Następnie dodać 103 miligramy EDTA i 60 miligramów chlorku miedzi do mieszaniny aros, a następnie odpowiednio wymieszać. Dodaj 0,1 grama szklanych koralików i wymieszaj. Następnie powoli przelej mieszaninę przez sześciomilimetrowy otwór pojemnika.

Po usunięciu pęcherzyków powietrza przyklej sześciomilimetrowy otwór za pomocą spawu szkockiego DP 100. Po zmontowaniu obracaj fantom z prędkością dwóch obrotów na minutę w rotatorze przez cztery do pięciu godzin. W temperaturze pokojowej usuń nylonową nić po całkowitym stwardnieniu materiałów naśladujących tkanki w fantomie.

Fantom jest teraz skanowany w przedklinicznym badaniu ultrasonograficznym, tomografii komputerowej i rezonansie magnetycznym, a obrazy są pozyskiwane w trzech modalnościach. Pokazane są tutaj obiekty testowe o różnej średnicy, które zostały odlane przy użyciu form silikonowych. W żadnym z badanych obiektów nie ma pęcherzyków powietrza.

Ten przedkliniczny fantom multimodalny ma pięć obiektów testowych symulujących guz. Jego rozmiar jest na tyle mały, że pasuje do wszelkich przedklinicznych metod obrazowania.
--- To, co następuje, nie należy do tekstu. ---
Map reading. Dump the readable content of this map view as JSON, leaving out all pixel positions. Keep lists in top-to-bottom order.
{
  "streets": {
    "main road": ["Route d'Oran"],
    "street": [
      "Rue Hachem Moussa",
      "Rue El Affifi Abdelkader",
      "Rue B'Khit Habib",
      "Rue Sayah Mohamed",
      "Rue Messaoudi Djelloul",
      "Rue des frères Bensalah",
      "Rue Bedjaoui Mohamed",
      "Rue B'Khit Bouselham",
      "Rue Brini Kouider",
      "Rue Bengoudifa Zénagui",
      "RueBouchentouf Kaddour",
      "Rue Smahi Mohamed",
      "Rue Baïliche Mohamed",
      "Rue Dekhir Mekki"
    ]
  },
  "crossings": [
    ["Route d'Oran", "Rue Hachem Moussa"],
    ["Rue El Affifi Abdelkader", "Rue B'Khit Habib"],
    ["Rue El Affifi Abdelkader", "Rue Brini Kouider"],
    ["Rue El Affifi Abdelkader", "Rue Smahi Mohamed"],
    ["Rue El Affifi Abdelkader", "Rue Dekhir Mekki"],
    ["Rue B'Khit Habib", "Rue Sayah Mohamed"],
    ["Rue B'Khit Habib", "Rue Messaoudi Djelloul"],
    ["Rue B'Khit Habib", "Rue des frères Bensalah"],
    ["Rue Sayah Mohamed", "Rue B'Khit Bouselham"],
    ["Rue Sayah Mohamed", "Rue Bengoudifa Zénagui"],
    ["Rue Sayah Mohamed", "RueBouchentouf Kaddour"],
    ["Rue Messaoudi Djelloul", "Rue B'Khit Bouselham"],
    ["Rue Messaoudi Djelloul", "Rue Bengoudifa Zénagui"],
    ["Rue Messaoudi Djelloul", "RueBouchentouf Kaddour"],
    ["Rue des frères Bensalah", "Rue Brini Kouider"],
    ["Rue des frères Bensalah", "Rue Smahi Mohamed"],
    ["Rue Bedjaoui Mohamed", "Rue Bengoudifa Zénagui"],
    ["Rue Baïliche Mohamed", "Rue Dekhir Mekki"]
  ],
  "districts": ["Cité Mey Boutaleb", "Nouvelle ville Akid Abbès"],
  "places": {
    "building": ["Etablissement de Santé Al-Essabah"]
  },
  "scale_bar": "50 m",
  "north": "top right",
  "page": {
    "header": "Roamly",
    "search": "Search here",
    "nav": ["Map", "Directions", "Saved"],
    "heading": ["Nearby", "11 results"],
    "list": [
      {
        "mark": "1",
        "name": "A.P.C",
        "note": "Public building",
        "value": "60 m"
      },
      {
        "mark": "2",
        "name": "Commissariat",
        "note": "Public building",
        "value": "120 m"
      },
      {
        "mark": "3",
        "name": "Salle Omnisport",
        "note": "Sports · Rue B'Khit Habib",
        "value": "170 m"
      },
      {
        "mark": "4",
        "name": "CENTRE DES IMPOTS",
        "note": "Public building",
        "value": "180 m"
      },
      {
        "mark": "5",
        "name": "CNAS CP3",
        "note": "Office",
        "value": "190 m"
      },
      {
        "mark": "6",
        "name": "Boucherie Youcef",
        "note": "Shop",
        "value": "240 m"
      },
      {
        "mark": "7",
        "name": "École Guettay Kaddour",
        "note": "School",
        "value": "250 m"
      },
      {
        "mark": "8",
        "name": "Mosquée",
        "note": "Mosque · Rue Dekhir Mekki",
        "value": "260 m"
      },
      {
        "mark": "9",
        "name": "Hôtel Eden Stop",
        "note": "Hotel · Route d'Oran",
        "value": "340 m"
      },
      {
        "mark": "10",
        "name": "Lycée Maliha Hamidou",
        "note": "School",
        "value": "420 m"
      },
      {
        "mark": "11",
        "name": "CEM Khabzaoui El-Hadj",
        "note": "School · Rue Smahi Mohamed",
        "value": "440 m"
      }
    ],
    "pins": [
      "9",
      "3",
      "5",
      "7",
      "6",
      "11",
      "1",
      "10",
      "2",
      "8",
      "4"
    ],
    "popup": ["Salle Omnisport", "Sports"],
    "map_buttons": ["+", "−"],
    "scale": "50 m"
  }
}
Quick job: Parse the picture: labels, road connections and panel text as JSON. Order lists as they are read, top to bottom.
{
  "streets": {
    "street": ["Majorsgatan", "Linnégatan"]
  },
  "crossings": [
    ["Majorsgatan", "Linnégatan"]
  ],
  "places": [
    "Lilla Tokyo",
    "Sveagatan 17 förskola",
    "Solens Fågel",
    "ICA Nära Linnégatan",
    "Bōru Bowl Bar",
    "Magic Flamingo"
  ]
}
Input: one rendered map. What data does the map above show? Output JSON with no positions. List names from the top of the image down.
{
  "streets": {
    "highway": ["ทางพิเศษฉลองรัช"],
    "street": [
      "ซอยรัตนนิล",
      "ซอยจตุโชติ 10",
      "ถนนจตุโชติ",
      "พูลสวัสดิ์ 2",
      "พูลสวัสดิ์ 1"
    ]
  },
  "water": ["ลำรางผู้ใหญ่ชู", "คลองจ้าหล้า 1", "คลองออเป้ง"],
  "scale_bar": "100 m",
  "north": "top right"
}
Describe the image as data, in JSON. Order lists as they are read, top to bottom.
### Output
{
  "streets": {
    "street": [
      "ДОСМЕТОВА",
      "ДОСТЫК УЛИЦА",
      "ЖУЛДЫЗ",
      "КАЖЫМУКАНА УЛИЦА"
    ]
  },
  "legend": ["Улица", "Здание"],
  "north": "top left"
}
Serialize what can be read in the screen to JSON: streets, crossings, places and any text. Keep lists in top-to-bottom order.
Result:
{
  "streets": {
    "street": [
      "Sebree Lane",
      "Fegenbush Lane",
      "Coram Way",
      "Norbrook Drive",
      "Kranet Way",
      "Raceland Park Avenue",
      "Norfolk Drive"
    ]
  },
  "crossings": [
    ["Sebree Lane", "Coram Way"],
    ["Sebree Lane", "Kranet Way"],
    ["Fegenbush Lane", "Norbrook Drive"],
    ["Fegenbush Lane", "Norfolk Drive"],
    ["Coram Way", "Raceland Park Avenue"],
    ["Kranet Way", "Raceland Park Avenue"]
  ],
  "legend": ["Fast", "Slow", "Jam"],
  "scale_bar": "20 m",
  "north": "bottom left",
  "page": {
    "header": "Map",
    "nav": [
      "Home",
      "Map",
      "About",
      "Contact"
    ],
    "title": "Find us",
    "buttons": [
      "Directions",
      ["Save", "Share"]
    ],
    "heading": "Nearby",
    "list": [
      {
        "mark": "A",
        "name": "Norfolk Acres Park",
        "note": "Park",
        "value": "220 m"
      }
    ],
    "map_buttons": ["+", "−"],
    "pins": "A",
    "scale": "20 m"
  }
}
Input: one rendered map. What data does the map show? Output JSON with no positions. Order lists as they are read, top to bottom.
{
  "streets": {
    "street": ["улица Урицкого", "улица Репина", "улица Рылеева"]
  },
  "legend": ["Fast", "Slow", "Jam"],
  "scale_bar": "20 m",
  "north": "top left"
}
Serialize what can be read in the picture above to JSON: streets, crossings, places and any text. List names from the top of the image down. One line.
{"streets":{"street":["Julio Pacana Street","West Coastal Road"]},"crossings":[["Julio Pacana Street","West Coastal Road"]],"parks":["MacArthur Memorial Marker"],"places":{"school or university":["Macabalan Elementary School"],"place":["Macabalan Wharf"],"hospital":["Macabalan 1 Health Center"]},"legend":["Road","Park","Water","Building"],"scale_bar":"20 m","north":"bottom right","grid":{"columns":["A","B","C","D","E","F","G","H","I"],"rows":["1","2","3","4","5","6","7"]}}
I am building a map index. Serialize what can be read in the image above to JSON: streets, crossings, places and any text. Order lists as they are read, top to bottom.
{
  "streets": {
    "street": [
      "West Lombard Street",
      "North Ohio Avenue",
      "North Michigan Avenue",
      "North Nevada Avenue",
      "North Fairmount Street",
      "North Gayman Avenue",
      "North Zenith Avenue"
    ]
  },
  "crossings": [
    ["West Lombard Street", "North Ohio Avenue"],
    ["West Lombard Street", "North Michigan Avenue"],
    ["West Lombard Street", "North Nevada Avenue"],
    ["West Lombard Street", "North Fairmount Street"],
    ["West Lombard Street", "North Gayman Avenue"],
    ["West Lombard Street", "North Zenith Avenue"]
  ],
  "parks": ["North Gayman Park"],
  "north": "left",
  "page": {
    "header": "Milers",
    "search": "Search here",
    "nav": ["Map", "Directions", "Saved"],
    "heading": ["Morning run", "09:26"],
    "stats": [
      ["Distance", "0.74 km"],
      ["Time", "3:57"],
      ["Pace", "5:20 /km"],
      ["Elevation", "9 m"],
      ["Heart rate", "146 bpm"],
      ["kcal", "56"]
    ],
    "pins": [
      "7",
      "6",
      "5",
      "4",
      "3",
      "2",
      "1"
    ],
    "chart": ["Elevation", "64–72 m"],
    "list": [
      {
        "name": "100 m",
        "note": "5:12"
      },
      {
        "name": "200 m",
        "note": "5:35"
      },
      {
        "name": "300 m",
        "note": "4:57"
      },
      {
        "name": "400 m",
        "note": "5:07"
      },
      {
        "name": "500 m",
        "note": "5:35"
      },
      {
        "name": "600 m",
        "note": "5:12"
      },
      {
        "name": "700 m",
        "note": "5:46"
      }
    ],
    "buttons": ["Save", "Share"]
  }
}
Oto zdjęcia USG, CT i MR.

Kontrast między obiektami testowymi a tłem jest wystarczający do rozróżnienia obiektów testowych i zmierzenia ich wielkości we wszystkich trzech modalnościach. Na żadnych obrazach nie obserwuje się poważnych artefaktów, z wyjątkiem niewielkiego pogłosu w obrazach ultrasonograficznych. Po obejrzeniu tego filmu powinieneś dobrze zrozumieć, jak skonstruować multimodalność qa, fantom W przypadku ultrasonograficznego tomografii komputerowej i rezonansu magnetycznego uważam, że istnieje kilka sposobów na dokładne skonstruowanie fantomu.

Przedstawiłem jedno podejście, które można zaadaptować do budowy fantomu do innych celów badawczych.